It's Talos all the way down


Still can't bear the sticker shock of your very own Talos II, or even a itty bitty Blackbird? Why not do what we all do for the machines we can't own and emulate one instead? (And then decide you like it a lot, and save your pennies?)

QEMU 5.0.0 offers a machine model for the bare-metal PowerNV profile, to which the Raptor systems and other OpenPOWER POWER8 and POWER9 designs intended for Linux (i.e., not PowerVM machines) belong. Using the Talos II firmware image (mostly: one snag to be mentioned), you can boot the machine in QEMU and from there bring up an operating system in emulation. In this article we'll prove it works by bringing up Void Linux for Power (hi, Daniel!) in a variety of configurations. A set-up like this might be enough to test that your software or open-source package builds and runs on OpenPOWER, even if you don't own one yet. In a future article we'll talk about how you can boot your own code on the metal so you can port your favourite OS or build a unikernel.

(For the purposes of this article I'll assume an audience that isn't as familiar with OpenPOWER terminology as our usual readership. Kindly humour me.)

The emulation is imperfect, both if you're emulating it on a real Raptor family system or on an icky PC. While QEMU can emulate an AST2500 (i.e., the ARM-based Baseboard Management Controller, which acts as the service processor and provides the video framebuffer), and QEMU can also emulate a PowerNV system, it doesn't do both at the same time. That means the very lowest levels are actually being simulated here -- you can't watch Raptor's pretty Hostboot display, for example, and only the barest functions of the BMC are simulated enough to allow bring-up, not including the framebuffer. In fact, the hardware profiles we will use here do not in general match a real Raptor system either: we're just virtually plugging in PCI devices that give us necessary functionality, though of course none of the peripheral devices in a Raptor system is Raptor-proprietary. Finally, even though I have tagged this entry with KVM, KVM currently doesn't work right with the QEMU PowerNV machine model even though I'm pretty sure it should be technically possible. Sadly, I tried in vain to do so, could never get KVM-HV to be happy, and ended up kernel panicking the machine with KVM-PR. See if you can triumph where I have failed. In the meantime, naturally you can do everything here on a T2 or Blackbird as well because that's how I did it writing this article, but there is no special acceleration for those systems right now.

The first order of business is the first order of business with any emulator: get the ROMs. Fortunately, no one is going to bust you for pirating a set of these because we're an open platform, remember?

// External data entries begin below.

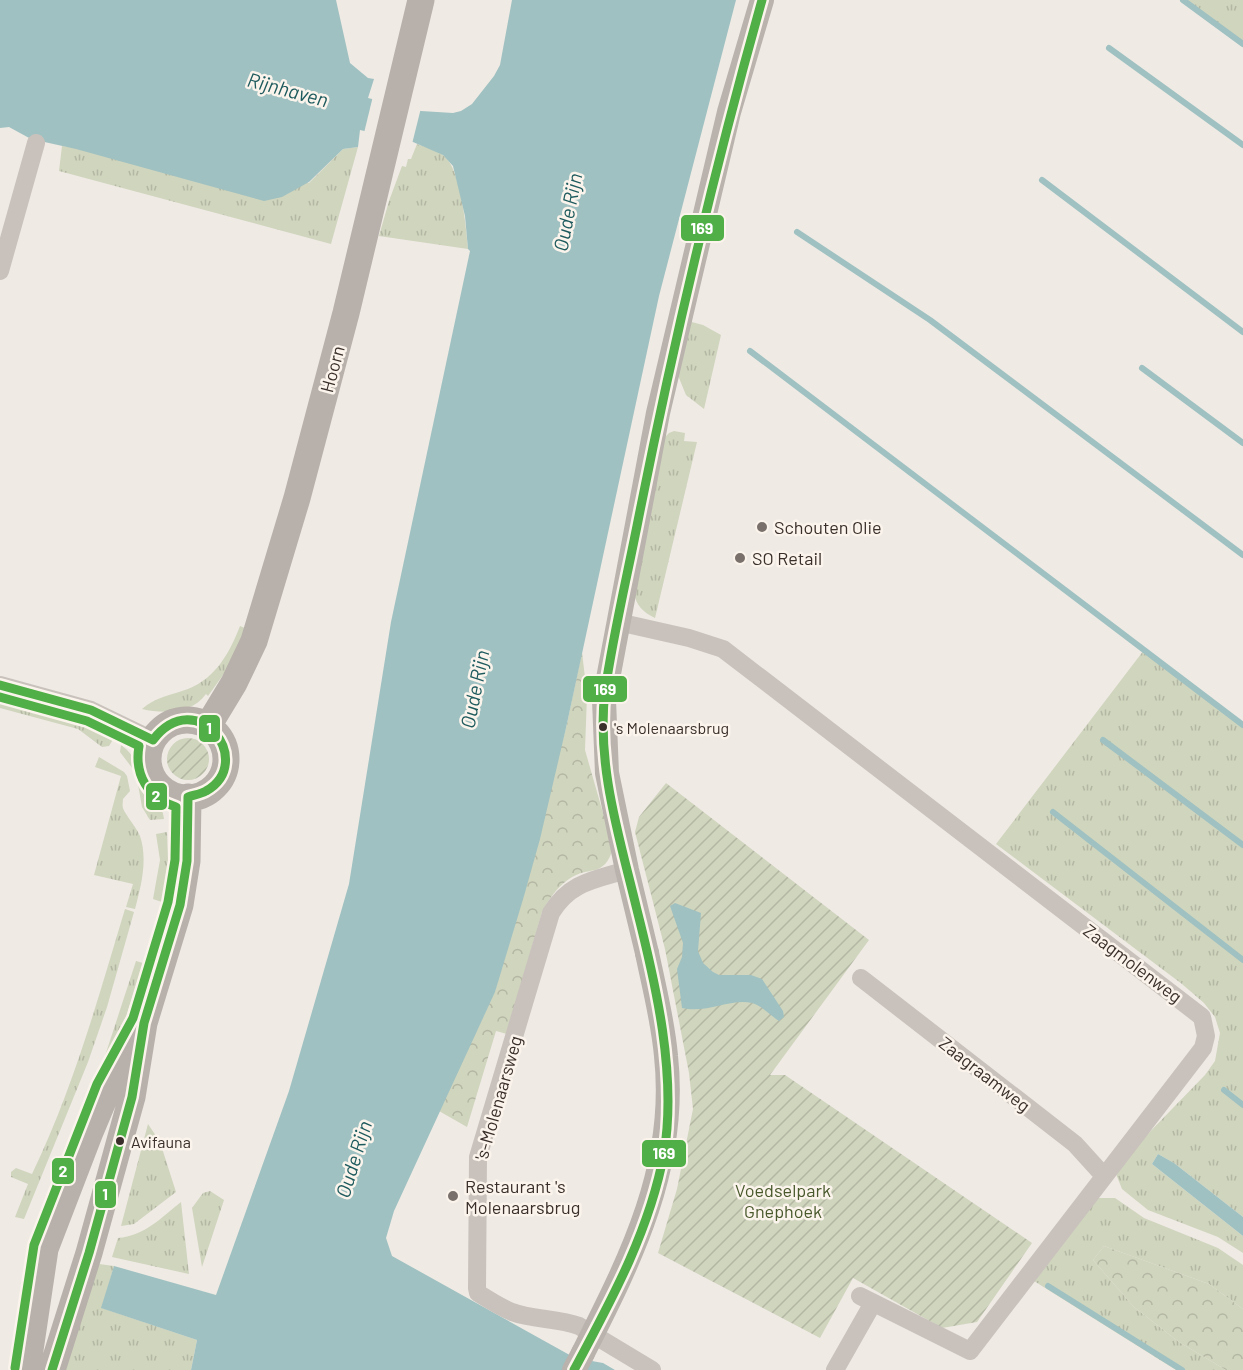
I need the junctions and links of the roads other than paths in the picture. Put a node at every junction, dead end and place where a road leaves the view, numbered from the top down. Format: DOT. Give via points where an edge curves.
graph roads {
  1 [pos="421,0"];
  2 [pos="762,0"];
  3 [pos="36,143"];
  4 [pos="0,271"];
  5 [pos="618,622"];
  6 [pos="0,685"];
  7 [pos="208,726"];
  8 [pos="153,740"];
  9 [pos="188,797"];
  10 [pos="627,870"];
  11 [pos="861,978"];
  12 [pos="144,1023"];
  13 [pos="1104,1176"];
  14 [pos="578,1362"];
  15 [pos="27,1370"];
  16 [pos="52,1370"];
  17 [pos="652,1370"];
  18 [pos="835,1370"];
  1 -- 7 [label="main road, Hoorn" via="300,487 254,641"];
  2 -- 5 [label="street" via="729,112 686,290"];
  3 -- 4 [label="street"];
  5 -- 10 [label="street" via="604,700 605,755"];
  5 -- 13 [label="street, Zaagmolenweg" via="723,649 1202,1017 1206,1036 1203,1048"];
  6 -- 8 [label="street" via="91,710"];
  7 -- 8 [label="main road" via="193,720 178,721"];
  7 -- 9 [label="main road" via="223,743 226,765 210,790"];
  8 -- 9 [label="main road" via="149,764 154,779 165,790"];
  9 -- 12 [label="main road" via="187,861 180,905"];
  10 -- 14 [label="street, bridge" via="666,1056 667,1122 663,1158 639,1237"];
  10 -- 17 [label="street, 's-Molenaarsweg" via="572,888 551,913 478,1157 477,1288 488,1300 514,1312 579,1326"];
  11 -- 13 [label="street, Zaagraamweg" via="1075,1144"];
  12 -- 15 [label="main road" via="108,1089 45,1249"];
  12 -- 16 [label="main road" via="132,1097 88,1259"];
  13 -- 18 [label="street, Zaagmolenweg" via="970,1350 867,1299"];
}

The two pieces required are Skiboot and Petitboot, both of which live in the system's PNOR flash. Skiboot contains OPAL, the OpenPOWER Abstraction Layer. It comes in after the BMC has turned on main power and started the Power CPUs' self-boot engines, which then IPL ("initial program load") Hostboot for the second-stage power-on sequence. When Hostboot completes, it chains into Skiboot, which initializes the PCIe host bus controllers (PHBs) and provides all the basic hardware calls needed by a guest kernel to support the platform. You can think of it as something like an overgrown BIOS. This is the lowest firmware level of an OpenPOWER system that QEMU currently supports emulating.

Skiboot lives only to service a kernel, so it immediately starts one. This initial payload is the bootloader for Petitboot, which is also stored in firmware. Petitboot has a small Linux root (Skiroot) and acts as a boot menu, finding bootable volumes on attached devices or over the network. Having found one (or you select one), it chains into it to start the main OS, and from then on Skiboot will provide platform services via OPAL for this final guest until the system is shut down or restarted. Because it's in firmware, Petitboot is always available, which can come in really handy when you're trying to do system recovery.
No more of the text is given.